Lettre aux adhérents N°6

Voici notre sixième lettre d’information. Nous y faisons le point sur la poursuite du travail à l’Institution Bourdault, ainsi que sur l’avancée des entretiens à l’ESAT (Établissement et Service d’Aide par le Travail) de Vesoul.
Les entretiens avec les enfants et les jeunes de Bourdault sont terminés, et il ne reste qu’à recueillir leurs corrections ; il faut donc organiser une ultime réunion avec eux. L’une des jeunes, Schady, en classe de première, a souhaité que nous nous voyions pour travailler en direct sur son texte ; ce travail, commencé la semaine passée, sera fini à la mi-juin.
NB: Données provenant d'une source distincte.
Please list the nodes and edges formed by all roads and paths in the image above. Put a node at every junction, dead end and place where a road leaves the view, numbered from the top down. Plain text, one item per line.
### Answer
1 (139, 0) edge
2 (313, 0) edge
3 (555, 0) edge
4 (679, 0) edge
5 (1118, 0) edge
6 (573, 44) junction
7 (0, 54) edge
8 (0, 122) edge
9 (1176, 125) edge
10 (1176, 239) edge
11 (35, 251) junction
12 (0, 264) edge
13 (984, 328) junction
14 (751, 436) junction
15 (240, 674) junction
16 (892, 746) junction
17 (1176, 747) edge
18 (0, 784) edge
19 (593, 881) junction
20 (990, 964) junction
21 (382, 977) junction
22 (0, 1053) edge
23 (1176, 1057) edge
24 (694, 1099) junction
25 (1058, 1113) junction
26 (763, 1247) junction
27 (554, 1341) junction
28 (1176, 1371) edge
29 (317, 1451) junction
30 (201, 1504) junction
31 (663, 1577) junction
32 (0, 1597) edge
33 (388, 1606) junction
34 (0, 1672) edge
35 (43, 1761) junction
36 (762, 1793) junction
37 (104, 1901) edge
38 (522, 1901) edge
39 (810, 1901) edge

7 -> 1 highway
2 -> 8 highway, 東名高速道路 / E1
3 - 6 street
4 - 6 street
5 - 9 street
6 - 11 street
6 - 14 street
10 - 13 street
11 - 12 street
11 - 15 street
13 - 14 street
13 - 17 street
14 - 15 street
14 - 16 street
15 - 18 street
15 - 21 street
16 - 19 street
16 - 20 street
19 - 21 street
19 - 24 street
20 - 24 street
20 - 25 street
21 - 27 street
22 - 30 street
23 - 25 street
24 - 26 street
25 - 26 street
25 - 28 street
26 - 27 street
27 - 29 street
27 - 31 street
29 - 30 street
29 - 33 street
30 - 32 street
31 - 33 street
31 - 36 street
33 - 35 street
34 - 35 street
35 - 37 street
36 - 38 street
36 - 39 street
Il est vraiment encourageant de constater l’implication de ces jeunes dans notre projet.

D’autre part, les entretiens avec plusieurs éducateurs ainsi qu’avec le directeur de l’Institution Bourdault, M. Chauvez, et la chef de service, Mme Navarro, sont presque terminés ; il ne reste qu’à en réaliser deux ou trois, puis à décrypter le tout. Viendra ensuite le temps de publier ces entretiens sur notre site web, et surtout de construire un livre qui ait du sens pour l’Institution Bourdault, les enfants en particulier, et bien au-delà : pour l’ensemble de la société.

Le contexte politique et éthique s’avère plutôt défavorable : l’État prône en effet une « désinstitutionnalisation » qui ne peut nous laisser insensibles. Faire sortir les personnes des institutions, pourquoi pas, mais avec quel accompagnement et pour les mettre où donc ? Dans le cadre de ces grandes manœuvres budgétaires visant à alléger les charges de l’État, ce sont les « personnes invisibles et inaudibles » qui seront les premières à en faire les frais, et nous sommes donc au cœur de l’objet de notre association.

Nous sommes entrés dans l’économie à la manière d’Alphonse Allais, qui préconisait de « prendre l’argent chez les pauvres, ils sont plus nombreux que les riches » ! L’inquiétude en ce qui concerne le travail social et la considération pour les « vieux », les « handicapés » et les enfants placés est désormais réelle, et, dans le secteur de l’éducation spécialisée, elle gagne et s’étend.

Du côté de l’ESAT, les entretiens avec les travailleurs en situation de handicap sont terminés. Il reste à les décrypter – merci d’avance aux bonnes volontés ! –, à réaliser les entretiens avec les éducateurs, et puis là encore à construire un livre qui fasse sens. Beaucoup de ces entretiens sont surprenants, parfois dérangeants, parce que le niveau de sincérité est, comme chez les enfants, extrêmement élevé.